■ WHAT IS BEING ASKED
Among the lines of the entries below, count those containing the word "OTAVISTRASSE" and answer with the number only.

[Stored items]
BEGIN

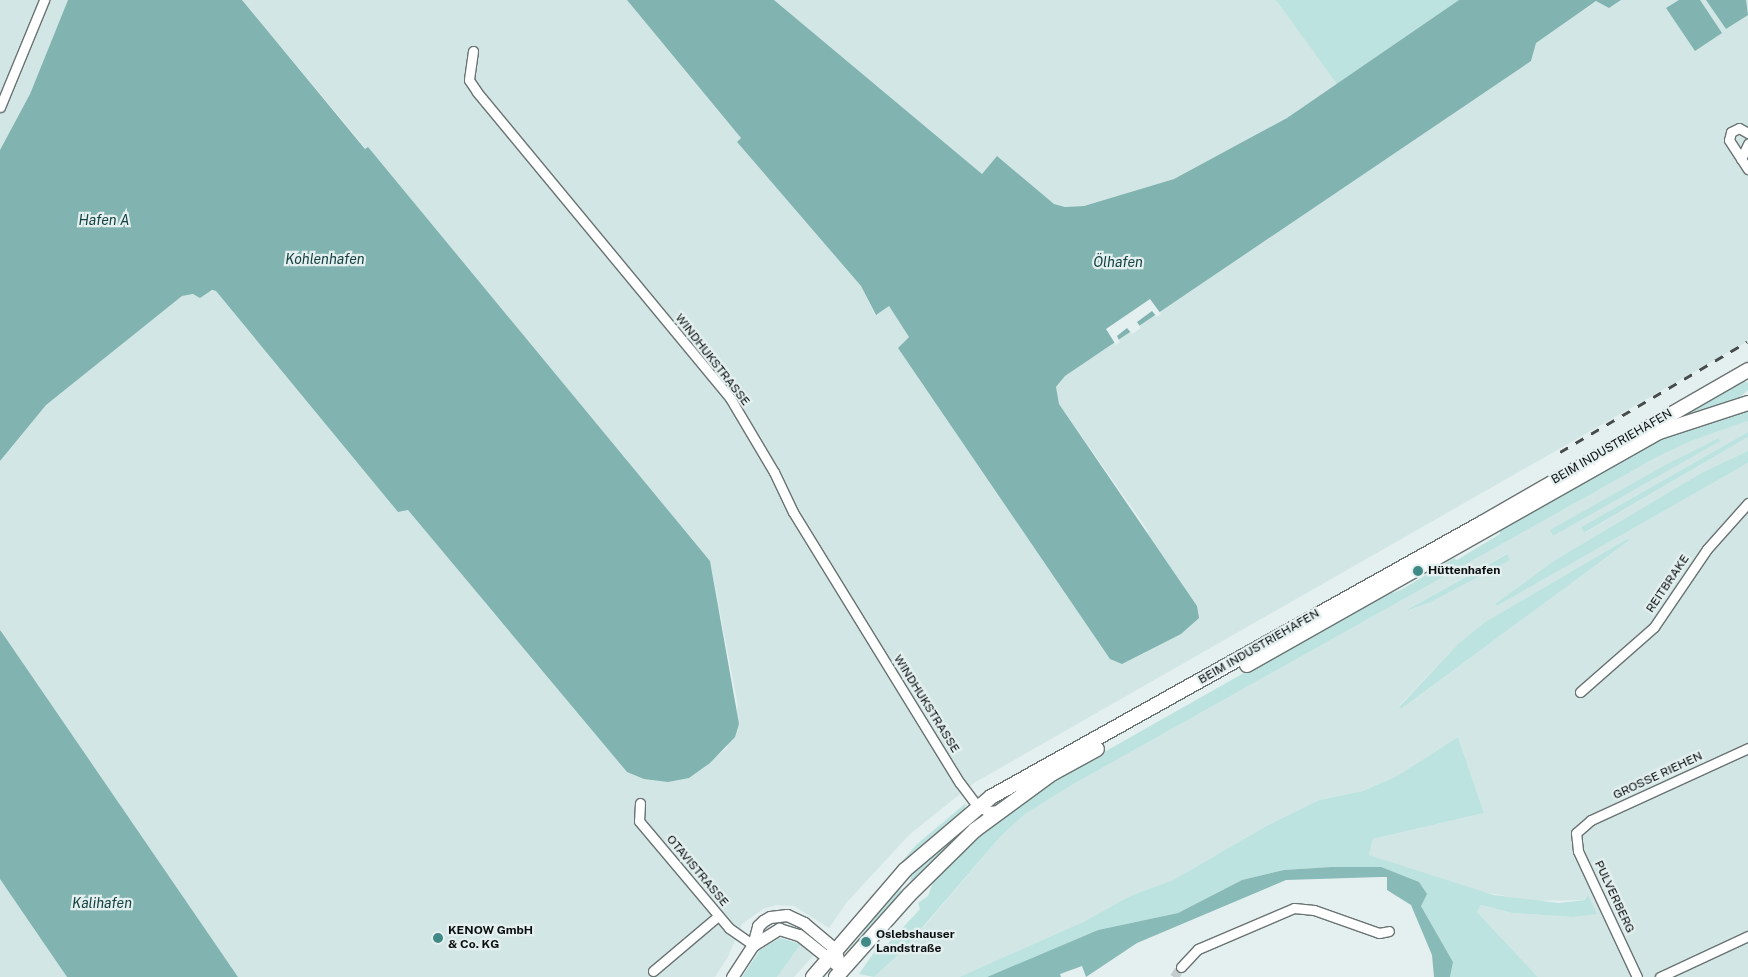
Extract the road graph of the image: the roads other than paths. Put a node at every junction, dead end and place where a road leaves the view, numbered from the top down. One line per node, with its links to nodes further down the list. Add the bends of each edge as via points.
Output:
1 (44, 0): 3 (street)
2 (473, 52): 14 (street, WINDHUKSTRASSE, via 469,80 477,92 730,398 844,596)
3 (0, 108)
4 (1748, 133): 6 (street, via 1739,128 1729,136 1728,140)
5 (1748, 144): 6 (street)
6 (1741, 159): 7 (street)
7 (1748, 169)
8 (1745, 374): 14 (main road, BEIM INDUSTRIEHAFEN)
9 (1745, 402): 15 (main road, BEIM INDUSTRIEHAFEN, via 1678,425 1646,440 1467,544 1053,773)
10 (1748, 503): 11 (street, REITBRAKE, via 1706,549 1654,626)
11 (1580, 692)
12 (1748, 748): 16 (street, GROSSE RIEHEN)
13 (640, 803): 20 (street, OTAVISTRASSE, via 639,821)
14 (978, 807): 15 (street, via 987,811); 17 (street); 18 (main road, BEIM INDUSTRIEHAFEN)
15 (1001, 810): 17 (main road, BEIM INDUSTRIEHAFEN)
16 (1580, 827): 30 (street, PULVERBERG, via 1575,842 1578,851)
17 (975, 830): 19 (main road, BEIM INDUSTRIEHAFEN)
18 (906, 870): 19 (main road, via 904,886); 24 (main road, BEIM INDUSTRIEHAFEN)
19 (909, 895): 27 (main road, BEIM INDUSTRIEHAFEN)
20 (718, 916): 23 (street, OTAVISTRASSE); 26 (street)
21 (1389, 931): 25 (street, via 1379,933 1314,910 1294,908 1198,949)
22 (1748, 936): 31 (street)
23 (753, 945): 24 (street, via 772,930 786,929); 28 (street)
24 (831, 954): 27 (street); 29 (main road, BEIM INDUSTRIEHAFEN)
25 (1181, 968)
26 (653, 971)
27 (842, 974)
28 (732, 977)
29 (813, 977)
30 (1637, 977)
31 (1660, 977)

END

■ ANSWER TO THIS EXERCISE
2